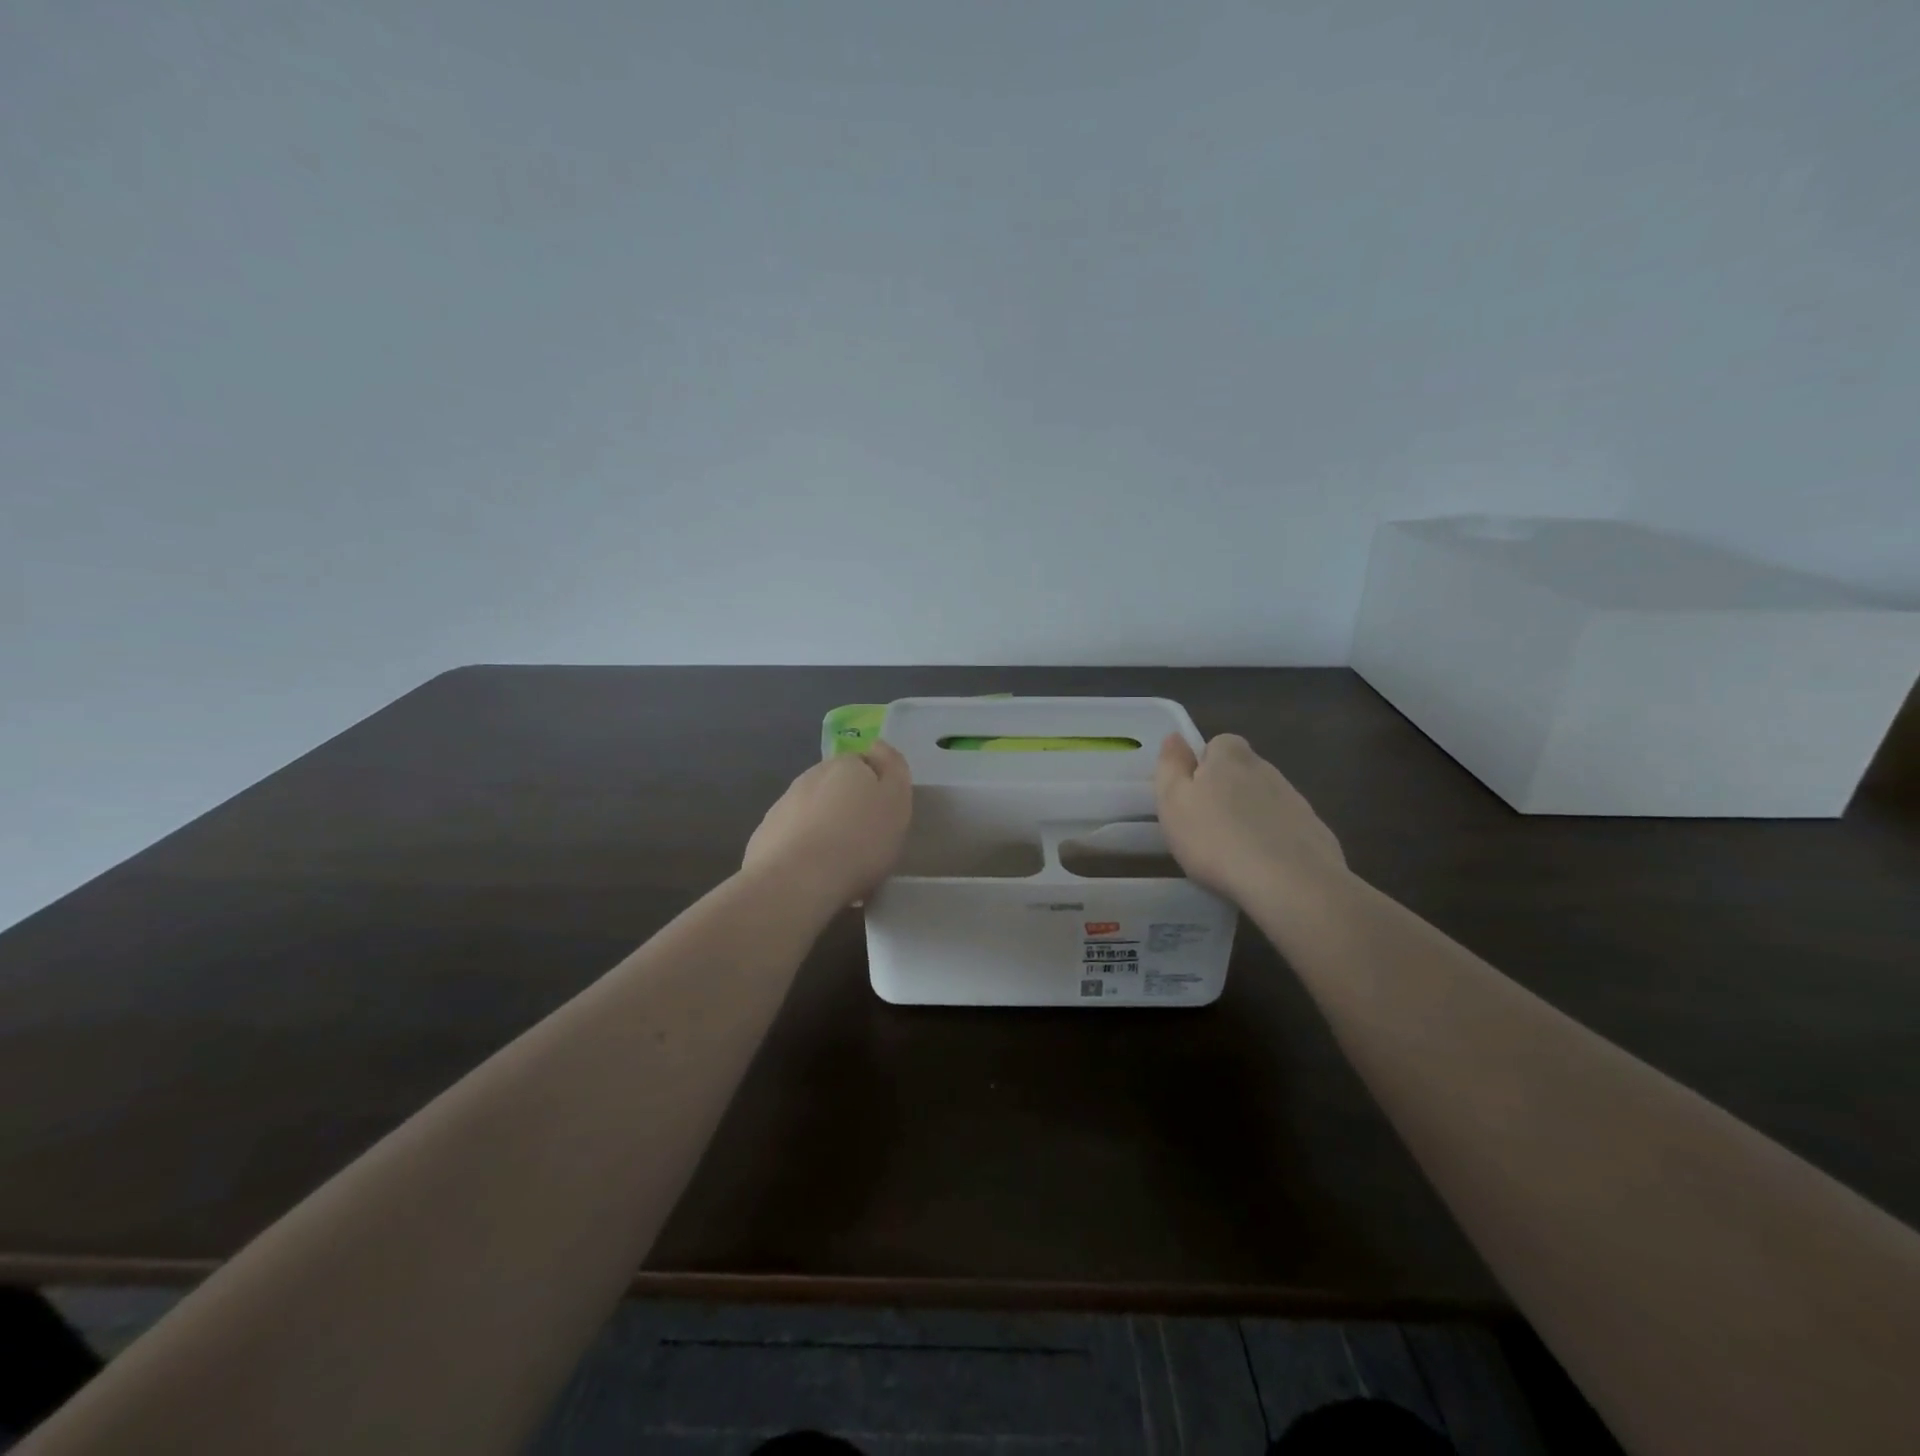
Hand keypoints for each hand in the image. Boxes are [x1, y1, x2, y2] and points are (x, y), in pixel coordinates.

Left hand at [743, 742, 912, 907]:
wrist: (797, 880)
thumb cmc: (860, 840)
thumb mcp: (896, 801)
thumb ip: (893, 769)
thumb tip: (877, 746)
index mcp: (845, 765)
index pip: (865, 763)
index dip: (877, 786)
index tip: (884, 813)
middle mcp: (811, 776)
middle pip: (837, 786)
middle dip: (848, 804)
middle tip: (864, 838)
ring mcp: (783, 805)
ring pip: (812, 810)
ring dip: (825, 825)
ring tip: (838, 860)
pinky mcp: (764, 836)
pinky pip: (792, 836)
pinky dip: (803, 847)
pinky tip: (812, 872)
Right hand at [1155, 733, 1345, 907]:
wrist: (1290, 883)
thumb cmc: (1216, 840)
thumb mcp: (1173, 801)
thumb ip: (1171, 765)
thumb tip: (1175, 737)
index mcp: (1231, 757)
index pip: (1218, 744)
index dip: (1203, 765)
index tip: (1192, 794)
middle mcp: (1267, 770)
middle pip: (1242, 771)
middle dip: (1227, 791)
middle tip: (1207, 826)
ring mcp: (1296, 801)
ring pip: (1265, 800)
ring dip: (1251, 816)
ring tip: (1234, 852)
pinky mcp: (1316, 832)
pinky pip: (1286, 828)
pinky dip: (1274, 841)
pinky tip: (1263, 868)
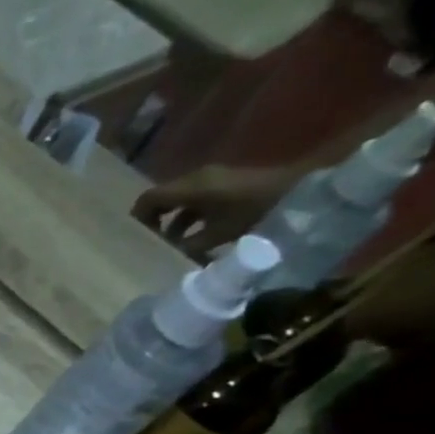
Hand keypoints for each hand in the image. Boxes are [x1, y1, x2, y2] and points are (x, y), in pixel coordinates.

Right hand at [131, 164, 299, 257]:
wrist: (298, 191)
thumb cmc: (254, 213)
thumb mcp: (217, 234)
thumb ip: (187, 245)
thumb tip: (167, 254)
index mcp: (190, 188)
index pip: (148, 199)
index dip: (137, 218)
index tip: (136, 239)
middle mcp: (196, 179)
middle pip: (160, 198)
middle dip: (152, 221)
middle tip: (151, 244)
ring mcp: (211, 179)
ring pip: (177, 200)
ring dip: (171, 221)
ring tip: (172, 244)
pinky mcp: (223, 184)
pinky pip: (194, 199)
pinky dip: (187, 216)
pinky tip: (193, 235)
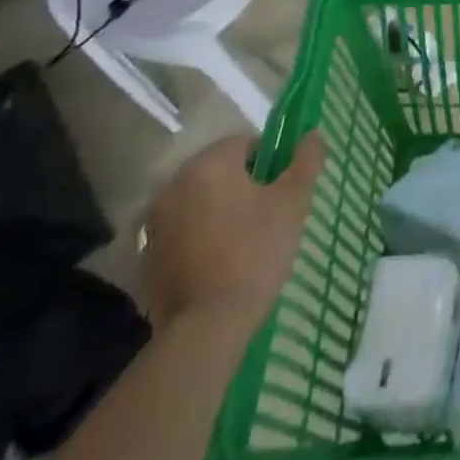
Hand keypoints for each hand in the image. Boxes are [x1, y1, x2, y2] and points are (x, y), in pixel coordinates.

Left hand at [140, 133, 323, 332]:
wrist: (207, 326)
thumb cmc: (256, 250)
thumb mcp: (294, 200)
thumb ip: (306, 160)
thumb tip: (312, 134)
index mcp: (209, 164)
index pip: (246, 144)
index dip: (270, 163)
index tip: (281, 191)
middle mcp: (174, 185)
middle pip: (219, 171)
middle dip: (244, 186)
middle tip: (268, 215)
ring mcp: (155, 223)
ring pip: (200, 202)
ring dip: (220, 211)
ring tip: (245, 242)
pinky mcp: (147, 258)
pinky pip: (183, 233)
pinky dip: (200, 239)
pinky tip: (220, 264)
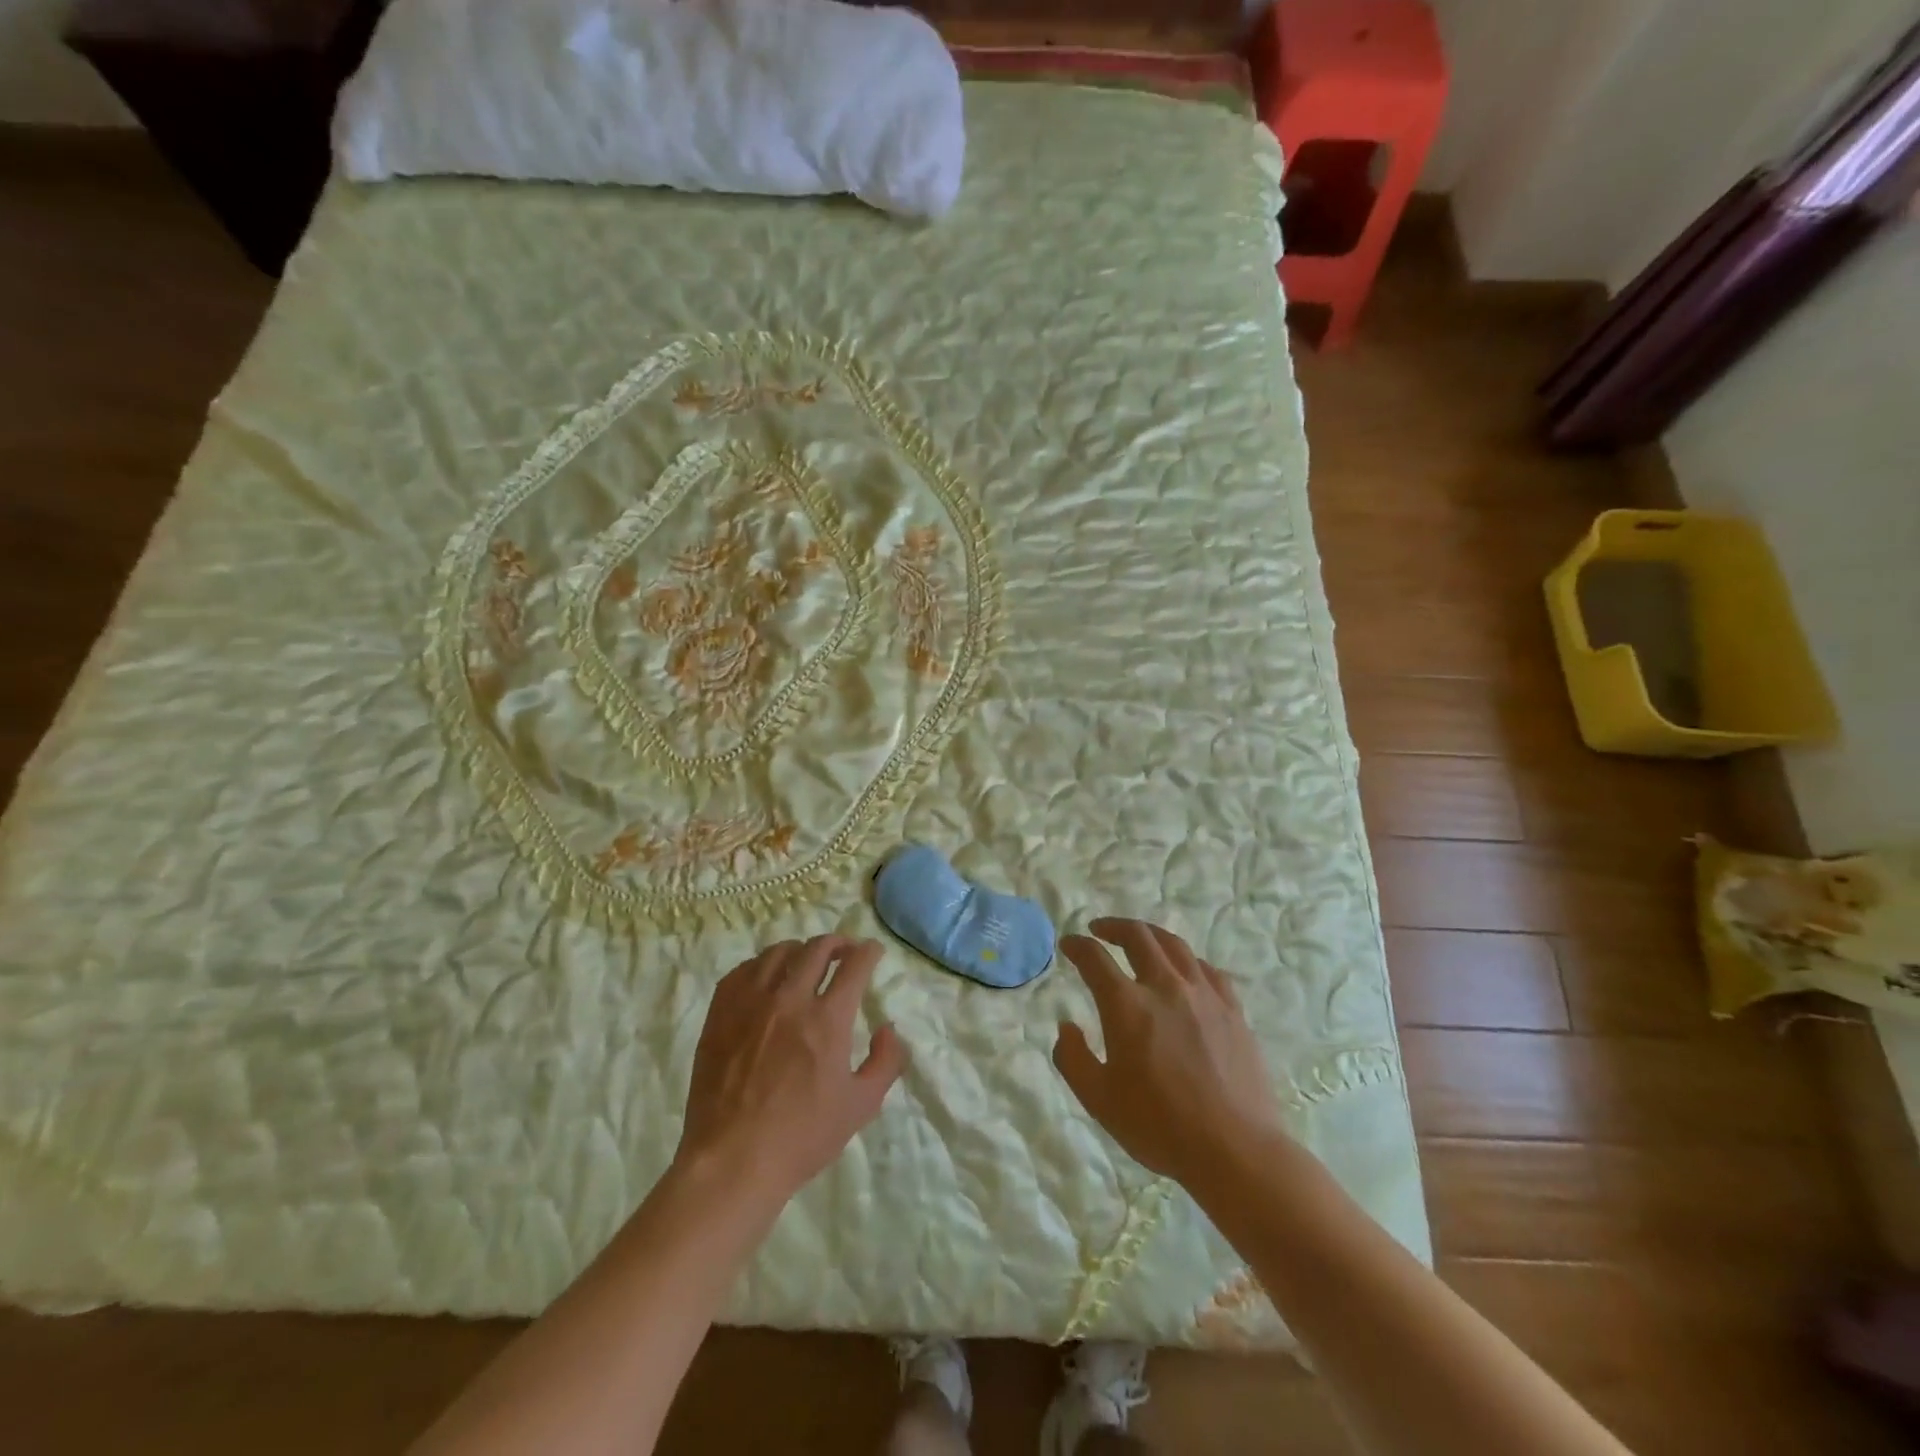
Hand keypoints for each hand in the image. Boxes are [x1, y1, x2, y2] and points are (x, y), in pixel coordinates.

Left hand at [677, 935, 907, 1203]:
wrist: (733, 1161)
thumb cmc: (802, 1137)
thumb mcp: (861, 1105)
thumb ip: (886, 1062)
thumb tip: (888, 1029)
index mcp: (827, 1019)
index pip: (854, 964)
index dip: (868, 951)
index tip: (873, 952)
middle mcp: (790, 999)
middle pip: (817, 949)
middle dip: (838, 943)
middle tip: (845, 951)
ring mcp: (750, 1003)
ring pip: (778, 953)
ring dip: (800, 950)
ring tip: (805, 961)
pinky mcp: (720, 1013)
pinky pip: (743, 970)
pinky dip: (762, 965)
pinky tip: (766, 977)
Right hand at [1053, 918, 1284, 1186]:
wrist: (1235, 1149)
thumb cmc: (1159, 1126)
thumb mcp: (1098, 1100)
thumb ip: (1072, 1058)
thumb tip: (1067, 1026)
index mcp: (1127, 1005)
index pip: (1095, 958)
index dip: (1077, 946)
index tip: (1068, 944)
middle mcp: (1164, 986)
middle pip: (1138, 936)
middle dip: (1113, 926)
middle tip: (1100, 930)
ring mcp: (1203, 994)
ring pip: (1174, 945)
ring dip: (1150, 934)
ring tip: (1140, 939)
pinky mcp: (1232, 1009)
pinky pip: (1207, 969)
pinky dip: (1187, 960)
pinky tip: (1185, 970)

--------------------

» Action item
Every line in the entries above that mentions the word "Left" must be shown.

» Task solution
Left hand at [743, 742, 912, 907]:
Left hand at [140, 133, 323, 332]:
Left hand at [677, 935, 907, 1203]:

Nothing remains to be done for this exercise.